Kansas' Governor Just Quietly Erased Protections for LGBT Workers With the Stroke of a Pen

AP

Republican Kansas Gov. Sam Brownback signed an executive order Tuesday wiping out protections for LGBT workers, effectively making it legal for the state to harass, fire or deny positions to individuals on the basis of their sexual orientation or gender identity.

Brownback, who was reelected in 2014, rescinded a 2007 executive order by then-Gov. Kathleen Sebelius (D) because "the expansion of 'protected classes' should be done by the legislature and not through unilateral action," he said in a statement.

Equal rights activists said Brownback's actions revive a serious threat to the civil rights of LGBT employees in Kansas.

"This action by the governor is an outrage," Equality Kansas Executive Director Thomas Witt said in a statement Tuesday night. "Gay, lesbian and transgender state employees across Kansas have trusted they would be safe from discrimination and harassment in their workplace, but Sam Brownback has, by erasing their job protections, declared 'open season' on every one of them."

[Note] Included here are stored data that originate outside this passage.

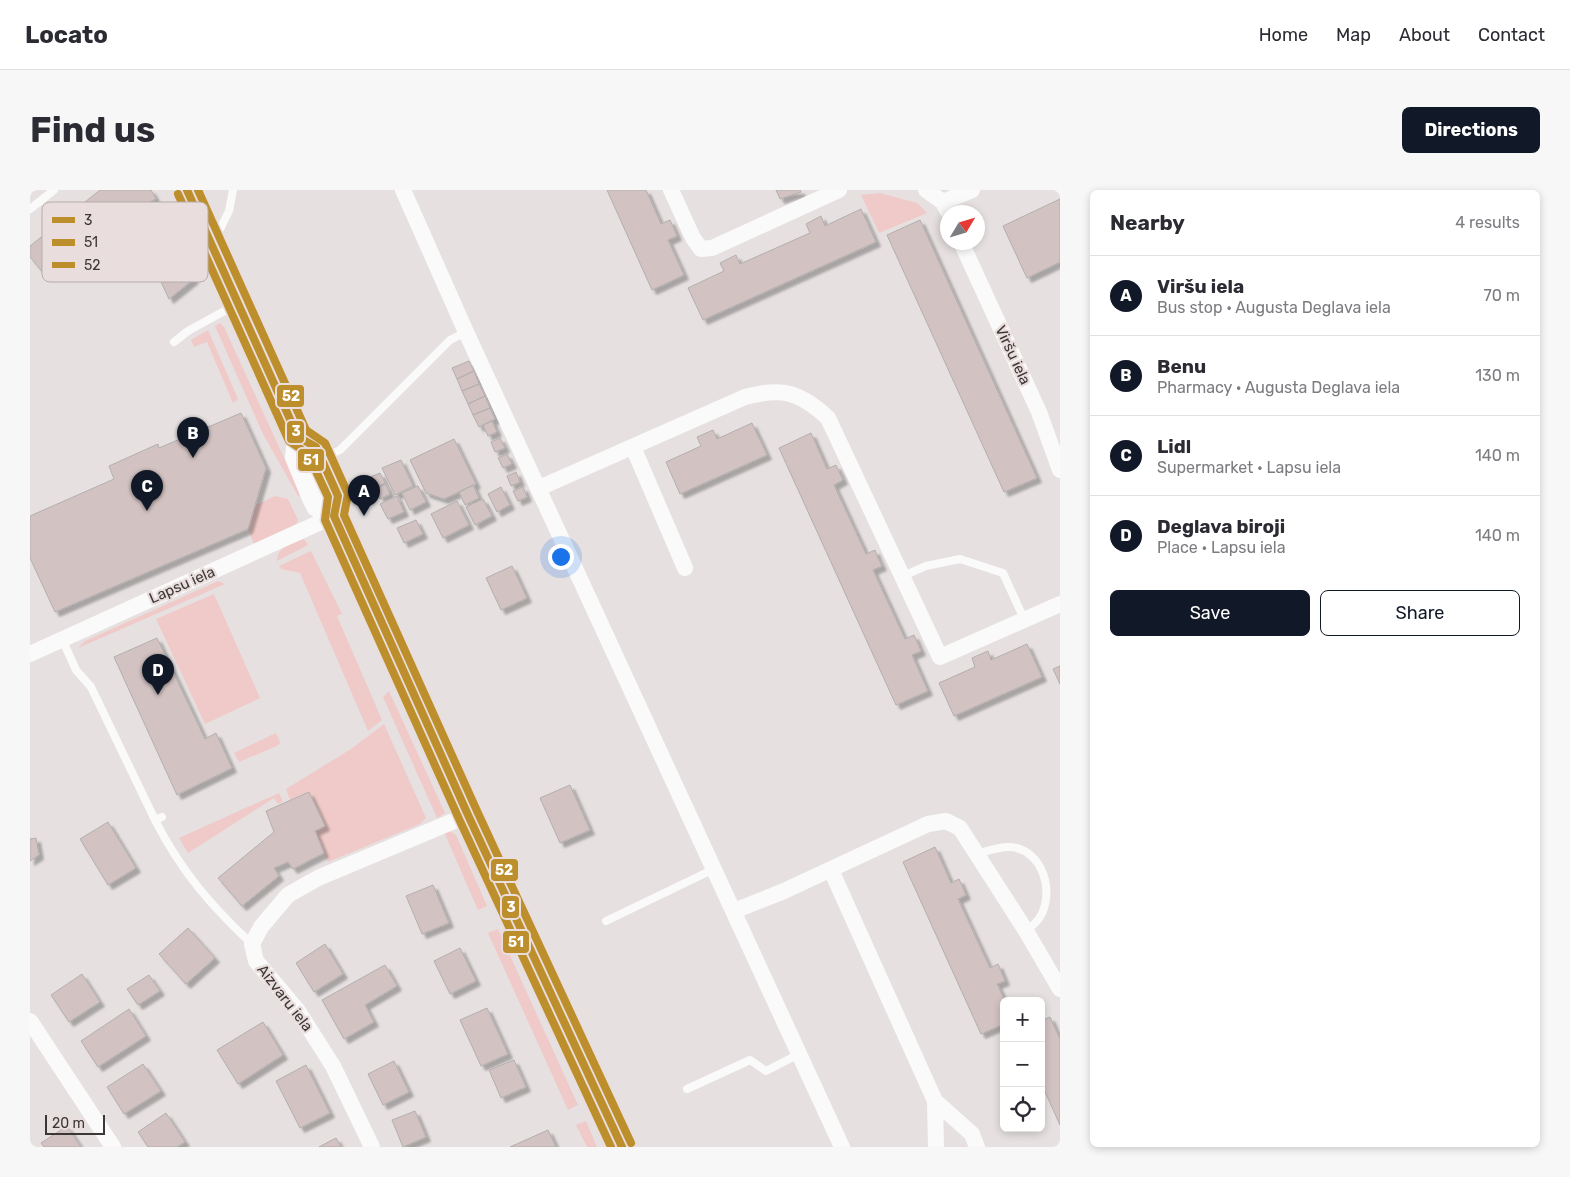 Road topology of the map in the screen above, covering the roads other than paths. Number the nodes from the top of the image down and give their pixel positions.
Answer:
1 (54, 190) edge
2 (187, 190) edge
3 (233, 190) edge
4 (404, 190) edge
5 (671, 190) edge
6 (839, 190) edge
7 (926, 190) edge
8 (972, 190) edge
9 (193, 202) edge
10 (943, 205) edge
11 (948, 205) edge
12 (30, 208) edge
13 (208, 235) edge
14 (213, 246) junction
15 (966, 250) edge
16 (239, 304) junction
17 (466, 332) junction
18 (174, 342) dead end
19 (298, 437) junction
20 (634, 447) junction
21 (321, 458) junction
22 (1060, 470) edge
23 (539, 488) junction
24 (334, 516) junction
25 (685, 568) dead end
26 (902, 576) junction
27 (1060, 604) edge
28 (1024, 619) junction
29 (62, 639) junction
30 (30, 654) edge
31 (468, 815) junction
32 (977, 854) junction
33 (714, 869) junction
34 (831, 870) junction
35 (734, 911) junction
36 (606, 921) dead end
37 (1026, 931) junction
38 (252, 944) junction
39 (1060, 989) edge
40 (30, 1021) edge
41 (799, 1054) junction
42 (687, 1089) dead end
43 (935, 1101) junction
44 (113, 1147) edge
45 (372, 1147) edge
46 (622, 1147) edge
47 (842, 1147) edge
48 (936, 1147) edge
49 (977, 1147) edge

1 - 12 lane
2 - 9 main road
3 - 14 lane
4 - 17 street
5 - 6 street
7 - 10 street
8 - 11 street
13 - 14 main road
14 - 16 main road
15 - 22 street, Viršu iela
16 - 18 lane
16 - 19 main road
17 - 21 lane
17 - 23 street
19 - 21 main road
19 - 24 main road
20 - 23 street
20 - 25 street
20 - 26 street
21 - 24 main road
23 - 33 street
24 - 29 street, Lapsu iela
24 - 31 main road
26 - 28 lane
26 - 28 street
27 - 28 street
29 - 30 street, Lapsu iela
29 - 38 lane
31 - 38 street, Aizvaru iela
31 - 46 main road
32 - 34 street
32 - 37 street
32 - 37 lane
33 - 35 street
33 - 36 lane
34 - 35 street
34 - 43 street
35 - 41 street
37 - 39 street
38 - 45 street, Aizvaru iela
40 - 44 street
41 - 42 lane
41 - 47 street
43 - 48 street
43 - 49 street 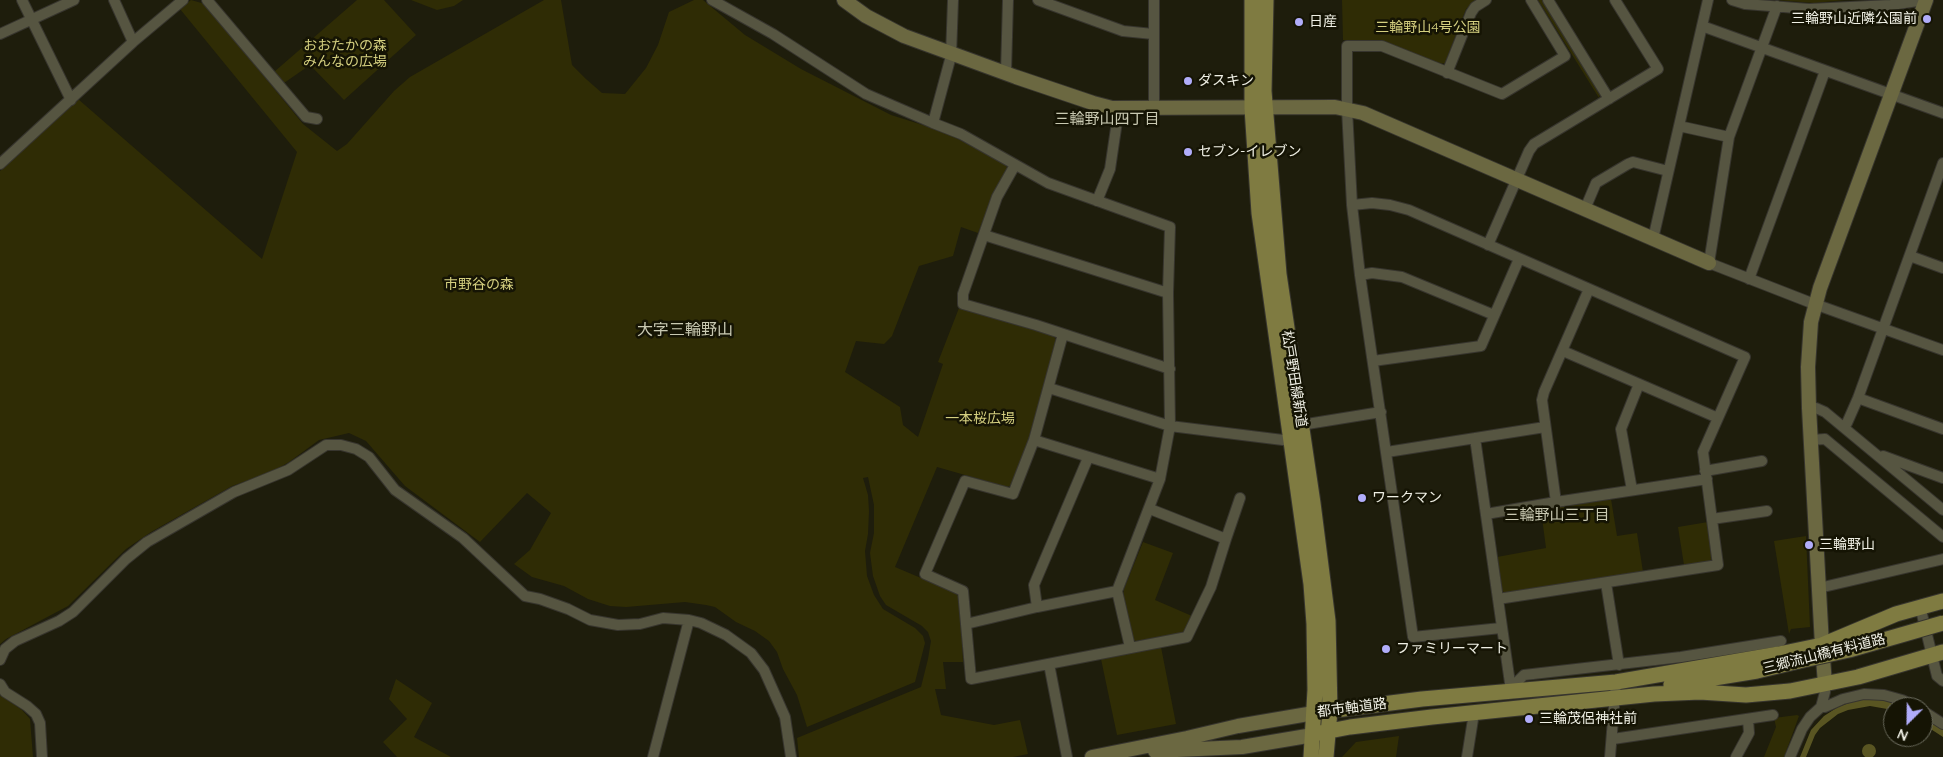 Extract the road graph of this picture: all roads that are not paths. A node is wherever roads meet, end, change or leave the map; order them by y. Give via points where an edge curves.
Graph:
1 (22, 0) edge
2 (74, 0) edge
3 (114, 0) edge
4 (183, 0) edge
5 (207, 0) edge
6 (712, 0) edge
7 (844, 0) edge
8 (953, 0) edge
9 (1008, 0) edge
10 (1038, 0) edge
11 (1154, 0) edge
12 (1252, 0) edge
13 (1266, 0) edge
14 (1486, 0) edge
15 (1531, 0) edge
16 (1548, 0) edge
17 (1615, 0) edge
18 (1708, 0) edge
19 (1732, 0) edge
20 (1925, 0) edge
21 (1777, 6) junction
22 (32, 20) junction
23 (1702, 26) junction
24 (0, 34) edge
25 (1153, 34) junction
26 (133, 42) junction
27 (1763, 47) junction
28 (951, 53) junction
29 (1825, 71) junction
30 (1447, 72) junction
31 (1006, 73) junction
32 (1891, 94) junction
33 (1609, 99) junction
34 (71, 100) junction
35 (1118, 108) junction
36 (1258, 108) junction
37 (1154, 109) junction
38 (1346, 109) junction
39 (1943, 113) edge
40 (317, 119) dead end
41 (933, 123) junction
42 (1679, 126) junction
43 (1729, 138) junction
44 (1943, 163) edge
45 (0, 164) edge
46 (1015, 165) junction
47 (1668, 171) junction
48 (1516, 179) junction
49 (1939, 188) edge
50 (1097, 201) junction
51 (1352, 205) junction
52 (1585, 209) junction
53 (984, 235) junction
54 (1652, 239) junction
55 (1488, 245) junction
56 (1910, 256) junction
57 (1519, 259) junction
58 (1710, 263) junction
59 (1943, 268) edge
60 (1360, 275) junction
61 (1749, 279) junction
62 (1589, 290) junction
63 (1168, 293) junction
64 (1816, 304) junction
65 (1494, 315) junction
66 (1883, 328) junction
67 (1063, 334) junction
68 (1943, 350) edge
69 (1563, 351) junction
70 (1373, 361) junction
71 (1170, 369) junction
72 (1639, 384) junction
73 (1048, 388) junction
74 (1858, 398) junction
75 (1809, 408) junction
76 (1380, 412) junction
77 (1718, 418) junction
78 (1301, 425) junction
79 (1170, 426) junction
80 (1545, 427) junction
81 (1844, 427) junction
82 (1943, 429) edge
83 (1475, 438) junction
84 (1034, 440) junction
85 (1811, 440) junction
86 (1291, 441) junction
87 (1387, 452) junction
88 (1876, 453) junction
89 (1088, 458) junction
90 (1762, 461) dead end
91 (1706, 475) junction
92 (1943, 478) edge
93 (1160, 479) junction
94 (1632, 490) junction
95 (1240, 498) dead end
96 (1556, 502) junction
97 (1150, 508) junction
98 (1943, 510) edge
99 (1767, 512) dead end
100 (1486, 514) junction
101 (1712, 519) junction
102 (1943, 537) edge
103 (1226, 539) junction
104 (1943, 559) edge
105 (1606, 583) junction
106 (1819, 588) junction
107 (1118, 591) junction
108 (1498, 599) junction
109 (1943, 602) edge
110 (1920, 606) junction
111 (1037, 607) junction
112 (690, 620) junction
113 (1943, 623) edge
114 (966, 624) junction
115 (1501, 628) junction
116 (1781, 641) dead end
117 (1822, 645) junction
118 (1130, 648) junction
119 (1938, 654) edge
120 (0, 660) edge
121 (1049, 664) junction
122 (1619, 665) junction
123 (1704, 679) junction
124 (1943, 681) edge
125 (1616, 682) junction
126 (0, 684) edge
127 (1825, 684) junction
128 (1514, 686) junction
129 (1888, 697) edge
130 (1616, 698) junction
131 (1821, 707) junction
132 (1330, 711) junction
133 (1314, 713) junction
134 (1474, 713) junction
135 (1773, 715) dead end
136 (1748, 719) junction
137 (1329, 731) junction
138 (1313, 734) junction
139 (1613, 739) junction
140 (1118, 752) junction
141 (42, 757) edge
142 (653, 757) edge
143 (791, 757) edge
144 (1067, 757) edge
145 (1092, 757) edge
146 (1311, 757) edge
147 (1326, 757) edge
148 (1467, 757) edge
149 (1610, 757) edge
150 (1736, 757) edge
151 (1790, 757) edge

1 - 22 street
2 - 22 street
3 - 26 street
4 - 26 street
5 - 40 street via 306,117
6 - 41 street via 773,34 866,94
7 - 28 street via 887,28
8 - 28 street
9 - 31 street
10 - 25 street via 1123,31
11 - 25 street
12 - 36 main road, 松戸野田線新道
13 - 36 main road, 松戸野田線新道 via 1264,82
14 - 30 street via 1471,13
15 - 30 street via 1565,56 1502,94
16 - 33 street
17 - 33 street via 1658,69
18 - 23 street
19 - 21 street
20 - 21 street via 1822,9
20 - 32 street
21 - 27 street
22 - 24 street
22 - 34 street
23 - 27 street
23 - 42 street
25 - 37 street
26 - 34 street
27 - 29 street
27 - 43 street
28 - 31 street
28 - 41 street
29 - 32 street
29 - 61 street
30 - 38 street via 1382,46 1347,46
31 - 35 street via 1093,103
32 - 39 street
32 - 64 street
33 - 48 street via 1534,144
34 - 45 street
35 - 37 street
35 - 50 street via 1110,169
36 - 37 street
36 - 38 street
36 - 78 main road, 松戸野田線新道
36 - 86 main road, 松戸野田線新道 via 1259,213
38 - 48 street via 1380,119
38 - 51 street
41 - 46 street via 961,134
42 - 43 street
42 - 47 street
43 - 58 street
44 - 49 street
46 - 50 street via 1048,183
46 - 53 street via 997,197
47 - 52 street via 1633,162 1628,164 1596,183
47 - 54 street
48 - 52 street
48 - 55 street
49 - 56 street
50 - 63 street via 1170,227
51 - 55 street via 1381,204 1409,210
51 - 60 street
52 - 54 street
53 - 63 street
53 - 67 street via 963,294 963,304
54 - 58 street
55 - 57 street
56 - 59 street
56 - 66 street
57 - 62 street
57 - 65 street
58 - 61 street
60 - 65 street via 1372,273 1402,277
60 - 70 street
61 - 64 street
62 - 69 street
62 - 77 street via 1745,357
63 - 71 street
64 - 66 street
64 - 75 street via 1808,353
65 - 70 street via 1481,346
66 - 68 street
66 - 74 street
67 - 71 street
67 - 73 street
69 - 72 street
69 - 80 street via 1542,400
70 - 76 street
71 - 79 street
72 - 77 street
72 - 94 street via 1621,428
73 - 79 street
73 - 84 street
74 - 81 street
74 - 82 street
75 - 81 street via 1825,412
75 - 85 street
76 - 78 street
76 - 87 street
77 - 91 street via 1703,452
78 - 132 main road, 松戸野田線新道 via 1326,596
79 - 86 street
79 - 93 street
80 - 83 street
80 - 96 street
81 - 88 street
83 - 87 street
83 - 100 street
84 - 89 street
84 - 114 street via 1014,494 965,481 925,574 963,590
85 - 102 street via 1825,439
85 - 106 street
86 - 133 main road, 松戸野田線新道 via 1311,584
87 - 115 street via 1413,637
88 - 92 street
88 - 98 street
89 - 93 street
89 - 111 street via 1034,585
90 - 91 street
91 - 94 street
91 - 101 street
93 - 97 street
94 - 96 street
95 - 103 street
96 - 100 street
97 - 103 street
97 - 107 street
99 - 101 street
100 - 108 street
101 - 105 street via 1718,565
103 - 118 street via 1211,587 1186,637
104 - 106 street
105 - 108 street
105 - 122 street
106 - 117 street
107 - 111 street
107 - 118 street
108 - 115 street
109 - 110 main road
110 - 117 main road
110 - 119 street
111 - 114 street
112 - 120 street via 663,618 618,625 590,620 568,609 525,596 463,538 395,490 369,457 349,447 326,445 288,470 234,492 147,542 73,612 15,641 5,649
112 - 142 street
112 - 143 street via 726,634 751,653 764,670 785,717
113 - 123 main road, 三郷流山橋有料道路, bridge via 1848,650 1757,671
114 - 121 street via 971,678
115 - 128 street
116 - 122 street
117 - 125 main road
117 - 127 street
118 - 121 street
119 - 124 street via 1937,676
119 - 127 main road
121 - 144 street
122 - 128 street via 1524,675
123 - 125 main road, 三郷流山橋有料道路
123 - 130 main road, 三郷流山橋有料道路
125 - 128 main road, 都市軸道路
125 - 130 street
126 - 141 street via 5,692 36,714 40,723
127 - 130 main road via 1760,694 1676,692
127 - 131 street
128 - 132 main road, 都市軸道路
129 - 131 street via 1864,694
130 - 134 main road, 都市軸道路
130 - 139 street
131 - 151 street via 1802,729
132 - 133 main road, 都市軸道路
132 - 137 main road, 松戸野田線新道
133 - 138 main road, 松戸野田線新道
133 - 140 street, 都市軸道路
134 - 137 main road, 都市軸道路
134 - 148 street
135 - 136 street
136 - 139 street
136 - 150 street via 1749,733
137 - 138 main road, 都市軸道路
137 - 147 main road, 松戸野田線新道
138 - 140 street via 1242,747
138 - 146 main road, 松戸野田線新道
139 - 149 street
140 - 145 street, 都市軸道路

"This has been a personal project of his for years," Witt told Mic on Wednesday. "[Brownback] has nothing but disdain for LGBT Americans."

Not just a Kansas problem: The new order in Kansas removes protections for workers employed by the state government. According to the American Civil Liberties Union, only 18 states and Washington, D.C., now have employment nondiscrimination law that covers sexual orientation and gender identity. Three more — New York, Wisconsin and New Hampshire — offer protections for orientation but not identity.

As Mic's Marcie Bianco noted last November 2014, a Center for American Progress report found that more half of the national labor force is currently susceptible to workplace discrimination:

Source: Center for American Progress

Why now, Governor? Speaking to Mic, Brownback's communications director Eileen Hawley criticized former Gov. Sebelius for signing the initial executive order, saying a governor should not "rule by executive fiat. ... That's the sort of thing we see President [Barack] Obama do." She insisted that the timing of the decision was entirely coincidental and that, despite having already spent more than four years in office, this was to her knowledge the first time Brownback and his staff had reviewed Sebelius' 2007 order.

The governor's political opponents say his decision to take this action now is more cynical. One Democrat, State Rep. John Wilson, told the Kansas City Star that Brownback is simply trying to "divert attention from his irresponsible management of the state and focus on divisive and discriminatory social issues."

"Brownback is playing to his base and attempting to distract from the serious budget crisis facing our state," top State House Democrat Tom Burroughs of Kansas City, Kan., told Mic in a statement. "The bottom line is this: All Kansans deserve to be treated fairly and with respect and no Kansan should be denied equal protection under the law."

After drastically cutting taxes in his first term, Brownback now presides over a $280 billion state budget shortfall. To help balance the books, the governor has announced plans to cut pensions and slash another $45 million in public school funding. In December, the New York Times reported that a state court panel had declared Kansas public schools "unconstitutionally underfunded." Brownback has stood by his economic plan, saying there has been no discussion of raising taxes to their previous levels.

What's next? Last summer, Obama signed two executive orders to protect LGBT federal employees from discrimination in government jobs and federally contracted private firms. But on the state level, Republicans are pushing forward with plans to deny or strip those rights.

Last year, a lawmaker in Texas introduced a bill to enshrine private employers' "religious freedoms," protecting what critics call a "right to discriminate." Though most similar state bills to erode LGBT workers' rights have been unsuccessful, the status quo is bad enough. Currently, 29 states allow businesses to fire employees because of their sexuality.

Brownback's executive order takes the fight a step further. This is no sin of omission, but the product of the governor's years-long campaign to deny rights and respect to LGBT Americans.

"The question," Witt says, "is not why he has started, but where is he going to stop."